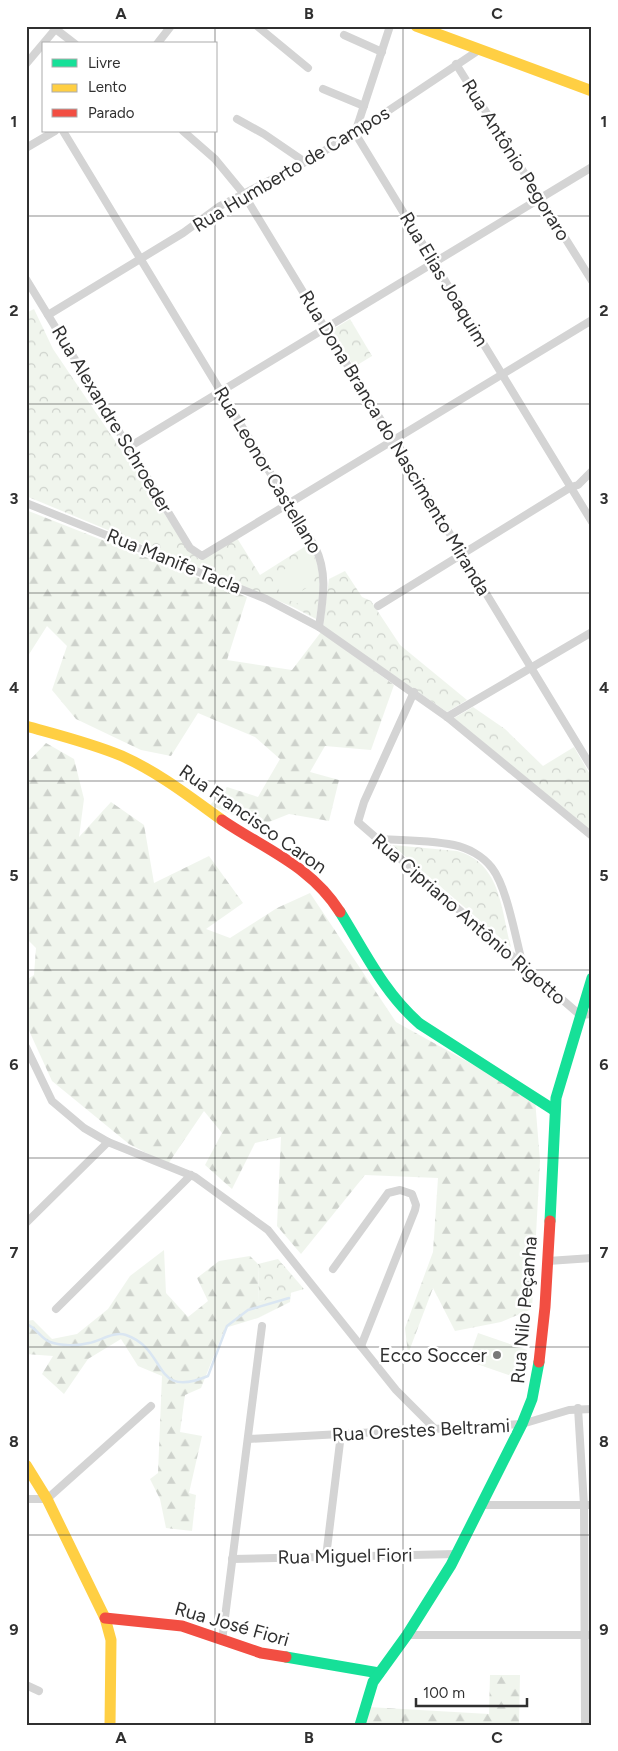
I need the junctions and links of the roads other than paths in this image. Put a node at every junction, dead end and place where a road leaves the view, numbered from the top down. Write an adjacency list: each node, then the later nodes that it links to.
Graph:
1 (171, 26): 9 (street)
2 (258, 26): 15 (street)
3 (390, 26): 12 (street)
4 (416, 26): 11 (street)
5 (55, 27): 7 (street); 8 (street)
6 (344, 35): 12 (street)
7 (43, 42)
8 (73, 42)
9 (159, 42)
10 (42, 44): 13 (street)
11 (479, 50): 14 (street, Rua Humberto de Campos); 17 (street)
12 (382, 52): 18 (street)
13 (26, 64)
14 (456, 64): 23 (street, Rua Humberto de Campos); 28 (street, Rua Antônio Pegoraro)
15 (308, 68)
16 (323, 88): 18 (street)
17 (592, 91)
18 (364, 106): 23 (street)
19 (237, 119): 25 (street)
20 (53, 132): 24 (street)
21 (64, 132): 29 (street, Rua Leonor Castellano)
22 (183, 132): 27 (street, Rua Dona Branca do Nascimento Miranda)
23 (355, 133): 25 (street, Rua Humberto de Campos); 30 (street, Rua Elias Joaquim)
24 (26, 148)
25 (305, 162): 27 (street, Rua Humberto de Campos)
26 (592, 167): 28 (street)
27 (243, 193): 29 (street, Rua Humberto de Campos); 35 (street, Rua Dona Branca do Nascimento Miranda)
28 (540, 198): 30 (street); 32 (street, Rua Antônio Pegoraro)
29 (140, 259): 33 (street, Rua Humberto de Campos); 37 (street, Rua Leonor Castellano)
30 (434, 262): 35 (street); 36 (street, Rua Elias Joaquim)
31 (26, 279): 33 (street, Rua Alexandre Schroeder)
32 (592, 282)
33 (48, 315): 39 (street, Rua Alexandre Schroeder)
34 (592, 320): 36 (street)
35 (325, 328): 37 (street); 38 (street, Rua Dona Branca do Nascimento Miranda)
36 (502, 374): 38 (street); 41 (street, Rua Elias Joaquim)
37 (221, 391): 39 (street); 42 (street, Rua Leonor Castellano)
38 (393, 440): 42 (street); 45 (street, Rua Dona Branca do Nascimento Miranda)
39 (129, 447): 42 (street, Rua Alexandre Schroeder)
40 (592, 471): 41 (street)
41 (571, 487): 44 (street, Rua Elias Joaquim); 45 (street)
42 (289, 503): 47 (street, Rua Leonor Castellano)
43 (26, 504): 47 (street, Rua Manife Tacla)
44 (592, 522)
45 (462, 554): 46 (street); 49 (street, Rua Dona Branca do Nascimento Miranda)
46 (378, 606)
47 (318, 627): 50 (street)
48 (592, 632): 49 (street)
49 (532, 669): 51 (street); 53 (street, Rua Dona Branca do Nascimento Miranda)
50 (414, 692): 51 (street); 55 (street, Rua Cipriano Antônio Rigotto)
51 (447, 717): 54 (street)
52 (27, 727): 60 (street, Rua Francisco Caron)
53 (592, 768)
54 (592, 836)
55 (378, 838): 56 (street, Rua Cipriano Antônio Rigotto); 56 (street)
56 (523, 966): 58 (street, Rua Cipriano Antônio Rigotto)
57 (592, 978): 58 (street, Rua Nilo Peçanha)
58 (586, 1014): 60 (street, Rua Nilo Peçanha)
59 (26, 1047): 61 (street)
60 (554, 1110): 65 (street, Rua Nilo Peçanha)
61 (108, 1142): 62 (street); 63 (street)
62 (191, 1175): 67 (street); 69 (street)
63 (26, 1223)
64 (592, 1258): 65 (street)
65 (548, 1261): 73 (street, Rua Nilo Peçanha)
66 (332, 1269): 69 (street)
67 (56, 1309)
68 (262, 1326): 76 (street)
69 (362, 1346): 74 (street)
70 (151, 1406): 79 (street)
71 (578, 1408): 72 (street, Rua Orestes Beltrami); 73 (street, Rua Orestes Beltrami); 81 (street)
72 (592, 1409)
73 (522, 1424): 74 (street, Rua Orestes Beltrami); 80 (street, Rua Nilo Peçanha)
74 (435, 1429): 75 (street, Rua Orestes Beltrami)
75 (341, 1434): 76 (street, Rua Orestes Beltrami); 83 (street)
76 (248, 1439): 84 (street)
77 (26, 1465): 79 (street)
78 (26, 1499): 79 (street)
79 (48, 1499): 85 (street)
80 (482, 1505): 81 (street); 82 (street, Rua Nilo Peçanha)
81 (588, 1505): 87 (street)
82 (457, 1554): 83 (street, Rua Miguel Fiori); 86 (street, Rua Nilo Peçanha)
83 (326, 1557): 84 (street, Rua Miguel Fiori)
84 (232, 1559): 88 (street)
85 (105, 1618): 88 (street, Rua José Fiori); 92 (street)
86 (407, 1635): 87 (street); 89 (street, Rua Nilo Peçanha)
87 (588, 1635): 94 (street)
88 (222, 1641): 89 (street, Rua José Fiori)
89 (379, 1673): 93 (street, Rua Nilo Peçanha)
90 (26, 1686): 91 (street)
91 (38, 1691)
92 (110, 1725)
93 (360, 1725)
94 (585, 1725)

▬▬▬

What to do = Counting only those lines of the data above where the word "Joaquim" appears, give the number and nothing more.

Output of the task = 4